The method by which Q learning works is sometimes called backward induction. Imagine a hiker who has lost the trail and is trying to find their way back to camp. First they randomly pick a direction to move in. Scrambling over a rock, they observe whether this action seemed to get them closer to their goal. From that new vantage point they decide how to value thier previous action. Was climbing over the rock a good decision or a bad one? In effect, we are learning a guess from a guess. First one makes a guess about the future(given my new state, how easy will it be to reach camp), and then one makes a guess about the values of their last action based upon that first guess(I got allot closer to basecamp by climbing over this rock, so my last action was a good one) We commonly know this as trial and error learning, or associative learning. In tabular Q learning mathematical form, this takes the expression

Q(state, action) = Reward(state, action) + Gamma * Max[Q(next state, all actions)]

Where R(state, action) is any reward gleaned by the current action and gamma is a fixed discount rate between 0 and 1 which controls how much the agent values present rewards vs. future ones. Max[Q(next state, all actions)] also called the bellman update rule, makes the present value of the state action pair dependent on the next best future action that can be taken from this position. This is the “look ahead” part of the equation. In such a way, a reward that one believes will happen in the future can be chained backwards to the steps that got one there.

To combine Q learning with a neural network, the Neural Network first predicts values corresponding to each action available to the agent given its current state. Initially these are simply random noise created by the neural network. However, after the agent receives a reward, it can apply the Q learning equation and use the resulting error between the predicted value of a state action pair and the new value of the state action pair to form an error term. This error term can then be used to train the neural network. Think of a neural network just as a tool for minimizing prediction error and the Q learning equation as what supplies those prediction errors.

After many training episodes the neural network gradually improves its estimate of every state action pair the agent can encounter within the simulator. To make a strategic move the agent has only to run the network forward given its present state and take the action that is predicted to have the highest value.

While I have gone into some detail explaining the workings of DQN, to use Neurostudio ones don’t necessarily need to understand the details of how learning takes place. Rather one only needs to be clear about what elements in the environment the agents is learning from, the actions the agent can take, and the rewards it can receive. Just as one doesn’t need to understand brain science to teach a dog how to do tricks, one does need to understand what capabilities the dog has, what it finds rewarding, and when to deliver those rewards to maximize learning.

That said an understanding of deep learning principles such as overfitting can be helpful when selecting the parameters of the neural network. Training neural networks is as much an art as a science, since many parameters of the neural network can affect learning.

While Deep Reinforcement Learning allows agents to learn in complex real world environments, they often do so more slowly than tabular Q learning agents. It can also be more difficult to “tune” the agent’s behavior given the larger number of parameters that affect the neural network.

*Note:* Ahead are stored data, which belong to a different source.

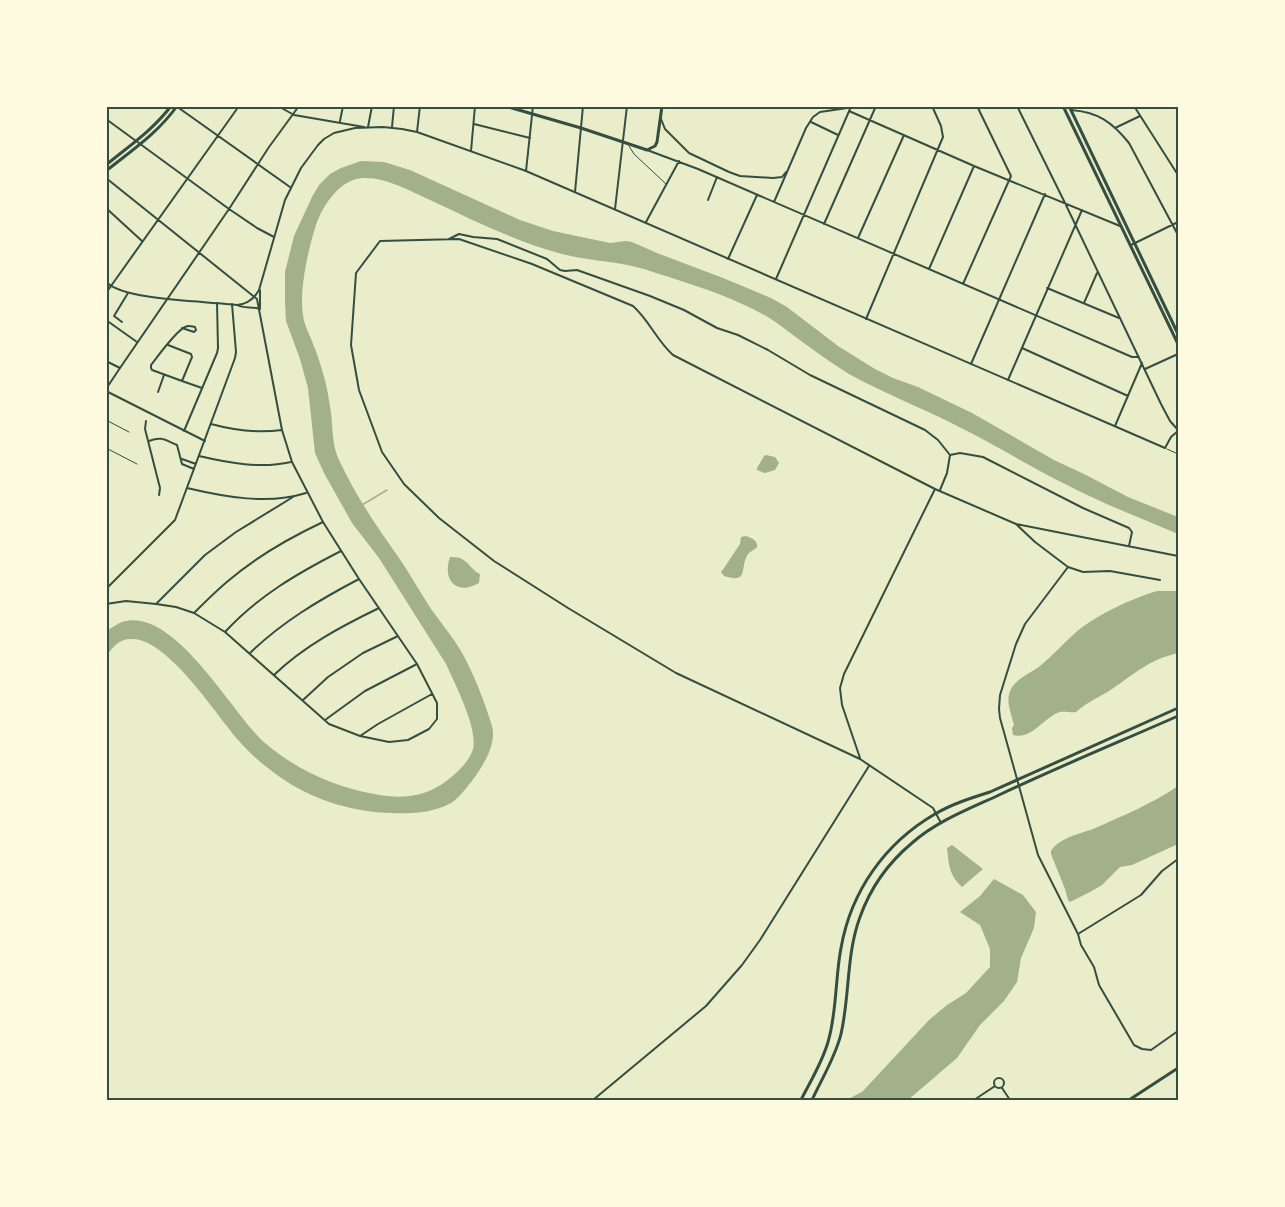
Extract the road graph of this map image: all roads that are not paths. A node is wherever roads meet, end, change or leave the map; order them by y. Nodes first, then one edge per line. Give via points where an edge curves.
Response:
1 (239, 106) edge
2 (278, 106) edge
3 (300, 106) edge
4 (343, 106) edge
5 (372, 106) edge
6 (394, 106) edge
7 (420, 106) edge
8 (475, 106) edge
9 (505, 106) edge
10 (533, 106) edge
11 (583, 106) edge
12 (627, 106) edge
13 (662, 106) edge
14 (861, 106) edge
15 (876, 106) edge
16 (932, 106) edge
17 (977, 106) edge
18 (1017, 106) edge
19 (1134, 106) edge
20 (175, 107) edge
21 (1063, 107) edge
22 (1070, 108) edge
23 (850, 110) junction
24 (294, 115) junction
25 (532, 115) junction
26 (1140, 116) junction
27 (106, 119) edge
28 (661, 119) junction
29 (870, 120) junction
30 (810, 121) junction
31 (340, 123) junction
32 (474, 124) junction
33 (366, 127) junction
34 (392, 127) junction
35 (581, 128) junction
36 (1115, 128) junction
37 (417, 132) junction
38 (838, 135) junction
39 (904, 135) junction
40 (217, 136) junction
41 (530, 138) junction
42 (136, 141) junction
43 (622, 142) junction
44 (140, 144) junction
45 (628, 144) junction
46 (647, 150) junction
47 (938, 150) junction
48 (471, 151) junction
49 (679, 161) junction
50 (106, 165) edge
51 (258, 165) junction
52 (974, 166) junction
53 (106, 171) edge
54 (526, 171) junction
55 (786, 172) junction
56 (1098, 172) junction
57 (1179, 175) edge
58 (717, 177) junction
59 (106, 178) edge
60 (187, 179) junction
61 (1009, 179) junction
62 (666, 185) junction
63 (291, 187) junction
64 (575, 192) junction
65 (1045, 194) junction
66 (757, 195) junction
67 (708, 200) dead end
68 (774, 202) junction
69 (1065, 203) junction
70 (106, 208) edge
71 (229, 209) junction
72 (615, 209) junction
73 (1082, 210) junction
74 (804, 215) junction
75 (158, 220) junction
76 (1179, 222) edge
77 (646, 223) junction
78 (824, 224) junction
79 (1075, 224) junction
80 (1173, 224) junction
81 (1122, 227) junction
82 (1179, 235) edge
83 (274, 237) junction
84 (858, 238) junction
85 (449, 239) junction
86 (142, 242) junction
87 (1133, 244) junction
88 (199, 252) junction
89 (894, 254) junction
90 (729, 259) junction
91 (929, 269) junction
92 (1098, 272) junction
93 (776, 279) junction
94 (106, 282) edge
95 (963, 284) junction
96 (261, 285) junction
97 (111, 286) junction
98 (1047, 288) junction
99 (106, 293) edge
100 (128, 293) junction
101 (1158, 296) junction
102 (255, 297) junction
103 (167, 298) junction
104 (999, 300) junction
105 (217, 303) junction
106 (1084, 303) junction
107 (232, 304) junction
108 (237, 305) junction
109 (260, 309) junction
110 (1036, 316) junction
111 (866, 319) junction
112 (1121, 319) junction
113 (106, 320) edge
114 (122, 322) dead end
115 (182, 328) dead end
116 (1179, 334) edge
117 (138, 342) junction
118 (168, 344) junction
119 (1179, 344) edge
120 (1022, 348) junction
121 (1179, 354) edge
122 (1139, 357) junction
123 (106, 361) edge
124 (1142, 363) junction
125 (971, 364) junction
126 (120, 368) junction
127 (1145, 369) junction
128 (165, 374) junction
129 (1008, 380) junction
130 (182, 381) junction
131 (202, 388) junction
132 (106, 390) edge
133 (158, 392) dead end
134 (1128, 396) junction
135 (106, 420) edge
136 (146, 421) dead end
137 (211, 424) junction
138 (1115, 426) junction
139 (282, 430) junction
140 (1178, 430) edge
141 (184, 431) junction
142 (129, 432) dead end
143 (147, 441) junction
144 (205, 441) junction
145 (106, 448) edge
146 (1166, 448) junction
147 (950, 454) junction
148 (1179, 454) edge
149 (199, 456) junction
150 (180, 458) junction
151 (292, 462) junction
152 (137, 464) dead end
153 (196, 464) junction
154 (194, 468) junction
155 (187, 488) junction
156 (935, 489) junction
157 (940, 491) junction
158 (307, 493) junction
159 (159, 495) dead end
160 (293, 497) junction
161 (322, 522) junction
162 (1016, 524) junction
163 (1129, 546) junction
164 (341, 551) junction
165 (1179, 556) edge
166 (1068, 567) junction
167 (359, 579) junction
168 (1160, 580) dead end
169 (106, 589) edge
170 (106, 604) edge
171 (156, 604) junction
172 (379, 608) junction
173 (194, 613) junction
174 (225, 632) junction
175 (398, 636) junction
176 (250, 653) junction
177 (417, 664) junction
178 (274, 675) junction
179 (432, 694) junction
180 (303, 700) junction
181 (1179, 708) edge
182 (1179, 716) edge
183 (324, 720) junction
184 (360, 736) junction
185 (860, 759) junction
186 (869, 765) junction
187 (1017, 779) junction
188 (1019, 786) junction
189 (936, 813) junction
190 (941, 822) junction
191 (1179, 859) edge
192 (1078, 934) junction
193 (1179, 1031) edge
194 (1179, 1068) edge
195 (808, 1085) junction
196 (995, 1086) junction
197 (1002, 1087) junction
198 (818, 1090) junction
199 (593, 1101) edge
200 (801, 1101) edge
201 (812, 1101) edge
202 (974, 1101) edge
203 (1010, 1101) edge
204 (1129, 1101) edge

1 - 40 street
2 - 24 street
3 - 24 street
4 - 31 street
5 - 33 street
6 - 34 street
7 - 37 street
8 - 32 street
9 - 25 main road
10 - 25 street
11 - 35 street
12 - 43 street
13 - 28 main road
14 - 23 street
15 - 29 street
16 - 47 street via 943,133
17 - 61 street via 1011,176
18 - 69 street
19 - 26 street
20 - 40 street
20 - 42 main road
20 - 44 main road
21 - 56 main road
22 - 36 street via 1096,115
22 - 56 main road
23 - 29 street
23 - 30 street via 820,112
23 - 38 street
24 - 31 street
24 - 51 street
25 - 35 main road
25 - 41 street
26 - 36 street
26 - 57 street
27 - 42 street
28 - 46 main road via 656,144
28 - 55 street via 665,129 688,153 729,172 773,178
29 - 39 street
29 - 78 street
30 - 38 street
30 - 55 street
31 - 33 street
32 - 41 street
32 - 48 street
33 - 34 street
33 - 63 street via 340,131 324,139
34 - 37 street
35 - 43 main road
35 - 64 street
36 - 80 street via 1129,143
37 - 48 street
38 - 74 street
39 - 47 street
39 - 84 street
40 - 51 street
40 - 60 street
41 - 54 street
42 - 44 street
42 - 50 main road
43 - 45 main road
43 - 72 street
44 - 53 main road
44 - 60 street
45 - 46 main road
45 - 62 lane
46 - 49 street
47 - 52 street
47 - 89 street
48 - 54 street
49 - 58 street
49 - 62 street
51 - 63 street
51 - 71 street
52 - 61 street
52 - 91 street
54 - 64 street
55 - 68 street
56 - 81 main road
56 - 87 main road
58 - 66 street
58 - 67 street
59 - 75 street
60 - 71 street
60 - 75 street
61 - 65 street
61 - 95 street
62 - 77 street
63 - 83 street
64 - 72 street
65 - 69 street
65 - 104 street
66 - 68 street
66 - 90 street
68 - 74 street
69 - 73 street
69 - 79 street
70 - 86 street
71 - 83 street
71 - 88 street
72 - 77 street
73 - 79 street
73 - 81 street
74 - 78 street
74 - 93 street
75 - 86 street
75 - 88 street
76 - 80 street
77 - 90 street
78 - 84 street
79 - 92 street
79 - 98 street
80 - 82 street
80 - 87 street
81 - 87 main road
83 - 96 street
84 - 89 street
85 - 147 street via 459,234 497,239 547,259 560,270 597,276 684,310 926,430
85 - 156 street via 532,264 633,306 674,355
85 - 185 street via 380,242 356,273 351,345 359,390 382,452 404,484 439,518 494,561 568,608 676,673
86 - 97 street
87 - 101 main road
88 - 102 street
88 - 103 street
89 - 91 street
89 - 111 street
90 - 93 street
91 - 95 street
92 - 106 street
92 - 112 street
93 - 111 street
94 - 97 street
95 - 104 street
96 - 102 street
96 - 109 street
97 - 99 street
97 - 100 street
98 - 106 street
98 - 110 street
100 - 103 street
100 - 114 street via 114,316
101 - 116 main road
101 - 119 main road
102 - 108 street
102 - 109 street
103 - 105 street
103 - 117 street
104 - 110 street
104 - 125 street
105 - 107 street
105 - 131 street via 218,348
106 - 112 street
107 - 108 street
107 - 137 street via 236,355
108 - 109 street
109 - 139 street
110 - 120 street
110 - 122 street
111 - 125 street
112 - 122 street
113 - 117 street
115 - 118 street
117 - 126 street
118 - 128 street via 151,365 152,370
118 - 130 street via 192,354
120 - 129 street
120 - 134 street
121 - 127 street
122 - 124 street
123 - 126 street
124 - 127 street
124 - 134 street
125 - 129 street
126 - 132 street
127 - 140 street
128 - 130 street
128 - 133 street
129 - 138 street
130 - 131 street
131 - 141 street
132 - 141 street
134 - 138 street
135 - 142 lane
136 - 143 street
137 - 139 street via 243,430
137 - 144 street
138 - 146 street
139 - 151 street
140 - 146 street
141 - 144 street
143 - 150 street via 161,438 177,446
143 - 159 street
144 - 149 street
145 - 152 lane
146 - 148 lane
147 - 157 street
147 - 163 street via 983,458 1129,528
149 - 151 street via 259,465
149 - 153 street
150 - 153 street
150 - 154 street via 182,464
151 - 158 street
153 - 154 street
154 - 155 street
155 - 160 street via 253,499
155 - 169 street via 171,525
156 - 157 street
156 - 185 street via 840,688
157 - 162 street
158 - 160 street
158 - 161 street
160 - 171 street via 210,551
161 - 164 street
161 - 173 street via 268,552 228,581
162 - 163 street
162 - 166 street
163 - 165 street
164 - 167 street
164 - 174 street via 278,586
166 - 168 street
166 - 187 street via 1025,624 1000,695 1000,718
167 - 172 street
167 - 176 street via 285,622
170 - 171 street
171 - 173 street
172 - 175 street
172 - 178 street via 334,632
173 - 174 street
174 - 176 street
175 - 177 street
175 - 180 street via 363,652
176 - 178 street
177 - 179 street
177 - 183 street via 365,691
178 - 180 street
179 - 184 street
179 - 184 street via 438,716 429,729 396,742
180 - 183 street
181 - 187 main road
182 - 188 main road
183 - 184 street
185 - 186 street
186 - 189 street
186 - 199 street via 760,940 730,980 706,1006
187 - 188 street
187 - 189 main road
188 - 190 main road
188 - 192 street via 1038,855
189 - 190 street
189 - 195 main road via 886,852 856,898 840,950 833,1023
190 - 198 main road via 901,853 868,899 850,952 838,1046
191 - 192 street via 1161,871 1141,895
192 - 193 street via 1099,985 1134,1045 1151,1050
194 - 204 main road
195 - 198 main road
195 - 200 main road
196 - 197 street
196 - 197 street via 994,1081 999,1078 1004,1081
196 - 202 street
197 - 203 street
198 - 201 main road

On the other hand, using neural networks allows agents generalize their strategies — that is they will apply a learned strategy to a wide variety of environmental states that resemble the one in which they were initially trained. This allows them to act intelligently even in completely new environments. In contrast, with tabular Q learning the learned strategy would only be invoked in the exact environment state for which the agent has a past association. This ability to generalize learning to new tasks and across new environments makes Deep Reinforcement Learning one of the most powerful machine learning frameworks presently available and a natural starting point for a Learning Engine. I expect the use of such Learning Engines to expand the horizons of both real and virtual agents and usher in a new era of embodied AI.